Para mí era muy importante conseguir ayuda económica para el Colegio de Sordomudos. En aquellos momentos empezábamos a colaborar con la Institución Libre de Enseñanza, que asimismo nos ayudaba. Te hablaré muy pronto de la Institución. ¿Sabes que conocí a Giner de los Ríos? Fue su fundador. Aquí tengo todos mis documentos, cartas y diplomas. Una vida entera llena de recuerdos…».
Burgos (1900)
Barcelona (1902-1904)
La abuela tenía mucho sentido artístico; dibujaba de maravilla y después reproducía sus dibujos en bordados. Mi hermana y yo tenemos bordados en seda natural, hechos con hilos de seda importados de China, de una finura extraordinaria.

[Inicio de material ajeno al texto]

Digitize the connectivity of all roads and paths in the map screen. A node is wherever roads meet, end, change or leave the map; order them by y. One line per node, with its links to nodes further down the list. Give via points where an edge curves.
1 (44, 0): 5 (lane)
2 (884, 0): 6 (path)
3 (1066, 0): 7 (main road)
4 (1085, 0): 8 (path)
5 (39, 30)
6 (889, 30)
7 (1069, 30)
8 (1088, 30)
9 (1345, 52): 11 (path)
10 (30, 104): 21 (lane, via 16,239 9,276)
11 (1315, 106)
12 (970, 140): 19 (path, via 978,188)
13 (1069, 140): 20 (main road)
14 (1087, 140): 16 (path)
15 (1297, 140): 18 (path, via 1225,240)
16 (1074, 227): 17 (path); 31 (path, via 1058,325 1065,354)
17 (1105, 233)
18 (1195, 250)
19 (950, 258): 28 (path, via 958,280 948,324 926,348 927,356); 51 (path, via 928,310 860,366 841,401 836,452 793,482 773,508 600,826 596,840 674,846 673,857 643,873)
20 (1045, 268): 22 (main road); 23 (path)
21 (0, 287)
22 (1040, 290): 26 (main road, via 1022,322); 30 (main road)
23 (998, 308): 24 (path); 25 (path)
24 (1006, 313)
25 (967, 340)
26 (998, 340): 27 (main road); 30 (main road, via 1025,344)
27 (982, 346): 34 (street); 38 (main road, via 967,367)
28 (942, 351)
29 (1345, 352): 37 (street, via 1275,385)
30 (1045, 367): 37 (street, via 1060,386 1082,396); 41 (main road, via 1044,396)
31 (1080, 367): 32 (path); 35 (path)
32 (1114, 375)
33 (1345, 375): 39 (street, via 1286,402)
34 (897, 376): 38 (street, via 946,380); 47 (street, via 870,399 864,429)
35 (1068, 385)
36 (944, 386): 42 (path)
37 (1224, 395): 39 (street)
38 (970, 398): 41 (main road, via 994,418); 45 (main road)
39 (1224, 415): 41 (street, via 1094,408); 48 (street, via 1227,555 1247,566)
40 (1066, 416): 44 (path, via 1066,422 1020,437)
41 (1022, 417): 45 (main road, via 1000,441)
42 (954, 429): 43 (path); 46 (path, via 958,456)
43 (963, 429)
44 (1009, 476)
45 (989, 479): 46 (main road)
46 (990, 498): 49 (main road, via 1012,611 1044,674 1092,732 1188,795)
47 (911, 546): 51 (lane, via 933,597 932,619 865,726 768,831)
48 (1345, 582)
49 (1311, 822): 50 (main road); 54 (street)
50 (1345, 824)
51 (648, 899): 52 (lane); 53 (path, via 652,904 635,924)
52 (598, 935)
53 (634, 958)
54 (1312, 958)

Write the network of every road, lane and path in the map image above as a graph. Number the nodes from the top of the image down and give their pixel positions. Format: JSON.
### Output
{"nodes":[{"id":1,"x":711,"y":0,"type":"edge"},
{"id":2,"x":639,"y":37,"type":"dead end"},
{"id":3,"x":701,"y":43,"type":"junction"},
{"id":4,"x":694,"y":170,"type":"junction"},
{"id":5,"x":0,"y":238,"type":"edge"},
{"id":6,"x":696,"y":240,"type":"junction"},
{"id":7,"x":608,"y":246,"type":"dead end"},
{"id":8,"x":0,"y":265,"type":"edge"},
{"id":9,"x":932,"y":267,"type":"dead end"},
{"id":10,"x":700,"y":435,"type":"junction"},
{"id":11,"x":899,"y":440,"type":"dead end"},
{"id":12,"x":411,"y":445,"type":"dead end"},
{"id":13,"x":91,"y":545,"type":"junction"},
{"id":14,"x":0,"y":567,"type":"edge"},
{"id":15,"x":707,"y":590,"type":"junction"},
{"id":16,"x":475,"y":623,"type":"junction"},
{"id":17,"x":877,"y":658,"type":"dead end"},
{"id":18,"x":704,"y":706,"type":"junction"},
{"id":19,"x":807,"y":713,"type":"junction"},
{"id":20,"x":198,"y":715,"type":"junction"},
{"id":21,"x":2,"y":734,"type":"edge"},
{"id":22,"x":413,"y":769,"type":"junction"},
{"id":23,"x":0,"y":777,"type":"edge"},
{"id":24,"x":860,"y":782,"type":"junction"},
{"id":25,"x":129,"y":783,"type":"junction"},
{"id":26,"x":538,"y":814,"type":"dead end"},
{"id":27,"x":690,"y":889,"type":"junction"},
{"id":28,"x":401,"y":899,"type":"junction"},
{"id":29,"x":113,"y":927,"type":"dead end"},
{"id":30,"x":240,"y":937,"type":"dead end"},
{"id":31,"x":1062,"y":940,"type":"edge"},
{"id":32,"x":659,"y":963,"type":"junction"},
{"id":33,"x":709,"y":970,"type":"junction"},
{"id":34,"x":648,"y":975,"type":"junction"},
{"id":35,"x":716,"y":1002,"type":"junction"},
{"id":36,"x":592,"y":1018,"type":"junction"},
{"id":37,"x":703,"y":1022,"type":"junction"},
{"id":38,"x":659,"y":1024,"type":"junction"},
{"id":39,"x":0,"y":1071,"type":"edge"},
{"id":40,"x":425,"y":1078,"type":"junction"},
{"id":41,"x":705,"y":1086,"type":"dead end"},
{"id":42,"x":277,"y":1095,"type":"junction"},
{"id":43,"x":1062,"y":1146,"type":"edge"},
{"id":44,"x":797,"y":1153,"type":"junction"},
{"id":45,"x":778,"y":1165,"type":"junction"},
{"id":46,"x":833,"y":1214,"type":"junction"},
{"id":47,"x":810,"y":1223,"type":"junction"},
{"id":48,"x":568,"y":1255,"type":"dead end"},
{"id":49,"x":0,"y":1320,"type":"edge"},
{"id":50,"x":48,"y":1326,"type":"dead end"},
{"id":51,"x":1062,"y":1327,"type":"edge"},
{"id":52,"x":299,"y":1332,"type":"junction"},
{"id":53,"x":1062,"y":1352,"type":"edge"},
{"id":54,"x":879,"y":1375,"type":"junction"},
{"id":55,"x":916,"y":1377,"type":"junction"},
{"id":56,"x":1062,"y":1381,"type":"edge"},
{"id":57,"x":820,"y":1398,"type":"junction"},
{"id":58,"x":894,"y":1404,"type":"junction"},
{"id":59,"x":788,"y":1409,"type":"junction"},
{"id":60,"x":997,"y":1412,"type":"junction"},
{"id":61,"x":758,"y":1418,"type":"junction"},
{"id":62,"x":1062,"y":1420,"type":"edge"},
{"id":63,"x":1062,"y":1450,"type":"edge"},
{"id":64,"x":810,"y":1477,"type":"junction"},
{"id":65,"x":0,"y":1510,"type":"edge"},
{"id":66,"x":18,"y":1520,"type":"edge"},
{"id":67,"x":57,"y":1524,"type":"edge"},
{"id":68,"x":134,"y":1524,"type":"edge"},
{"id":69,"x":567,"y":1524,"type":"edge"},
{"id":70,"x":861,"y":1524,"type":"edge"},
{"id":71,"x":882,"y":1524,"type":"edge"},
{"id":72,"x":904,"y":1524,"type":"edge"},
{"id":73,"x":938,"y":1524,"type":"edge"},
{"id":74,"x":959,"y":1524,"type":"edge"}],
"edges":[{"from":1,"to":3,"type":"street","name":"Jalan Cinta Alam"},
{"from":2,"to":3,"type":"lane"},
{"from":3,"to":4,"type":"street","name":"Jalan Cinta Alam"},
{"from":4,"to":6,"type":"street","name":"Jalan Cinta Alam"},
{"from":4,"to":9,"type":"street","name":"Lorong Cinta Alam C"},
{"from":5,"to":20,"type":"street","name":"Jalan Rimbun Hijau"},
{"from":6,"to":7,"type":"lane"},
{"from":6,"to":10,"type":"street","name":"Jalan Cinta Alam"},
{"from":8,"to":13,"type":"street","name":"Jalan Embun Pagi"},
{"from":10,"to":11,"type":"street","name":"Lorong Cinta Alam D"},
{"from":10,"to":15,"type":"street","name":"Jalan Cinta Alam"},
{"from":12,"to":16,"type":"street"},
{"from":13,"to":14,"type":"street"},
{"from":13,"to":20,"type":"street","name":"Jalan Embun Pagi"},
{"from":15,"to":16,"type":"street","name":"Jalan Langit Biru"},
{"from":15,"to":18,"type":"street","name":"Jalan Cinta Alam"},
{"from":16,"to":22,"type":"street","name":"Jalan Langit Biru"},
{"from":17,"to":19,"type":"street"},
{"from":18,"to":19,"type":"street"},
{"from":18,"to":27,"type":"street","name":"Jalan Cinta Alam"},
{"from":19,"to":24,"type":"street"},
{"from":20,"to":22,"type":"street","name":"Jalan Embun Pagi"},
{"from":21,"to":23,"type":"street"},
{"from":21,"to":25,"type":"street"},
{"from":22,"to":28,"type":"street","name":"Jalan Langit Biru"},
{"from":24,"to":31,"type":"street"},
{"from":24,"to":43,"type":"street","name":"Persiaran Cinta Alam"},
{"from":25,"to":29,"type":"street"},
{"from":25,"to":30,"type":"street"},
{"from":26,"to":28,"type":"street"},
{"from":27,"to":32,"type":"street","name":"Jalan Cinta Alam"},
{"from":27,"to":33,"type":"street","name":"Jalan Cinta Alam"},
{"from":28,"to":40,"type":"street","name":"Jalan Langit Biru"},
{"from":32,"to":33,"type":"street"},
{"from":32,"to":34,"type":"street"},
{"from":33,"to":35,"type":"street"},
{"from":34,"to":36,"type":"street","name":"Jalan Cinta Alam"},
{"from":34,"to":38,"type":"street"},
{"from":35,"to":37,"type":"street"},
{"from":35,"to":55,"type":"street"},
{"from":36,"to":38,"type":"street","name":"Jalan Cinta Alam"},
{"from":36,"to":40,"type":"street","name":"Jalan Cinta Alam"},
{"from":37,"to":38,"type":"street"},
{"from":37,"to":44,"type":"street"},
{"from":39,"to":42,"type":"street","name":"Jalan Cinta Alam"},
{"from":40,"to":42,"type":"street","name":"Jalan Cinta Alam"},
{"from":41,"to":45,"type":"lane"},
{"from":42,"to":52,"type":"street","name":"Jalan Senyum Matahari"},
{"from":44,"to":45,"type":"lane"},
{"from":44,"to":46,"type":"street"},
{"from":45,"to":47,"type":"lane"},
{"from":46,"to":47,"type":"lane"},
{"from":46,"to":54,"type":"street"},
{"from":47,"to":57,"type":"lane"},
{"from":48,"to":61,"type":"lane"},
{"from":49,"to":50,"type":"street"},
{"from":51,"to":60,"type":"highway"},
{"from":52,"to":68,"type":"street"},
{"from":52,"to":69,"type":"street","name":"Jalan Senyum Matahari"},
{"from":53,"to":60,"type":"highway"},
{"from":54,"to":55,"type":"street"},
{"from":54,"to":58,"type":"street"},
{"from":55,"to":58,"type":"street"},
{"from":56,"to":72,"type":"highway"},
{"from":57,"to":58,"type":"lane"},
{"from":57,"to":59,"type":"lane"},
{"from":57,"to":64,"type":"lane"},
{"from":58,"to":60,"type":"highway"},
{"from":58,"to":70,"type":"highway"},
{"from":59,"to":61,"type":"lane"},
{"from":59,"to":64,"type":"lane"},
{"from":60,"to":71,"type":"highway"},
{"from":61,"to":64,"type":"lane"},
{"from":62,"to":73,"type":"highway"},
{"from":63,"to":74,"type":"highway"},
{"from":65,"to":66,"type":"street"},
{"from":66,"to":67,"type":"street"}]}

«Estuvimos viviendo en Granada hasta 1900. Como yo había pedido excedencia para sacarme el título de bachiller, el único lugar donde conseguimos plaza los dos fue en Burgos y allí nos trasladamos. En nuestra vida volvimos a pasar tanto frío; se helaban por la noche los orines en la bacinilla. Encima de las mantas teníamos que poner mi capa, que era una prenda de mucho abrigo, confeccionada en paño de lana muy grueso. Jacobo se había quedado con mis padres en espera de que al siguiente año pudiéramos organizar mejor el trabajo y la atención de nuestro pequeño. Eugenio, tu padre, nació el 3 de abril de 1902. Habíamos ido a un cortijo de la familia en Córdoba.
Nuestro siguiente destino concedido a los dos fue Barcelona. Tu abuela era huérfana; por eso acudimos a Córdoba para estar acompañados hasta la toma de posesión de nuestras respectivas plazas. Tu padre nació ochomesino y delicado; en realidad, fue delicado toda su vida. Los calores de Córdoba le producían diarreas y tenía peligro de deshidratación. El médico nos aconsejó que anticipáramos nuestro traslado con un niño de tres años y otro recién nacido.
Los trenes de aquella época tardaban más de veintiocho horas entre Córdoba y Barcelona. Nunca se sabía cuándo llegarían. Carmen estaba verdaderamente angustiada por la salud de Eugenio y el viaje parecía que nunca iba a acabarse. Yo había ido un mes antes para buscar alojamiento y les tenía preparado lo que sería nuestro hogar hasta 1904, fecha en la que tu abuela aprobó la oposición para la Escuela Normal de Madrid. Viajó a Barcelona acompañada por una chica de servir, que le ayudaba con los pequeños: el cambio de pañales, la comida… Tenían que bajar en las estaciones para conseguir agua potable. Carmen lo recordaba como una terrible pesadilla. Pero al fin llegaron. Nuestro hogar se encontraba en el paseo de San Juan, próximo a la plaza de Tetuán.
Una vez en Barcelona, tuvimos que buscar un ama de cría para Eugenio, ya que la abuela no iba a poder compaginar el trabajo con la lactancia. Para poder acudir al trabajo dependíamos de la chica de servicio y del ama de cría. Carmen dejaba a sus pequeños en manos desconocidas. Muchos días bajaba la escalera llorando si, por un casual, Eugenio no había pasado buena noche, estaba indispuesto o tenía fiebre.
Así conoció a doña Josefina, la esposa de un conde inglés. Ella y su marido habían tenido un palacete en Mahón, pero se vieron obligados a venderlo porque estaban arruinados. Vivían de las rentas que les producía el edificio, que les pertenecía por completo. El conde había participado en safaris en África y en una ocasión le trajo a su esposa un tigre bebé. Lo cuidaron como un gatito y se comportaba como tal, pero un día que doña Josefina se encontraba sola quiso atacarla. Tuvo que encerrarse en una habitación y cuando llegó el conde logró reducirlo y se vio obligado a regalarlo al zoológico.
Doña Josefina no tenía hijos, era su gran pesar, y al ver llorar a tu abuela la tranquilizó. A partir de aquel momento, hasta que nos trasladamos a Madrid estuvo muy pendiente de los dos pequeños».
Mi padre le tenía un gran cariño. Yo recuerdo ir a visitarla con él de niña. Ya viuda, vivía con una hija que habían adoptado. Seguía residiendo en la misma vivienda donde la conocieron los abuelos. Sentada en un sillón, muy erguida, con un moño al estilo de principios de siglo. Era muy cariñosa y me permitía tocar su piano. Tenían un loro que no paraba de parlotear.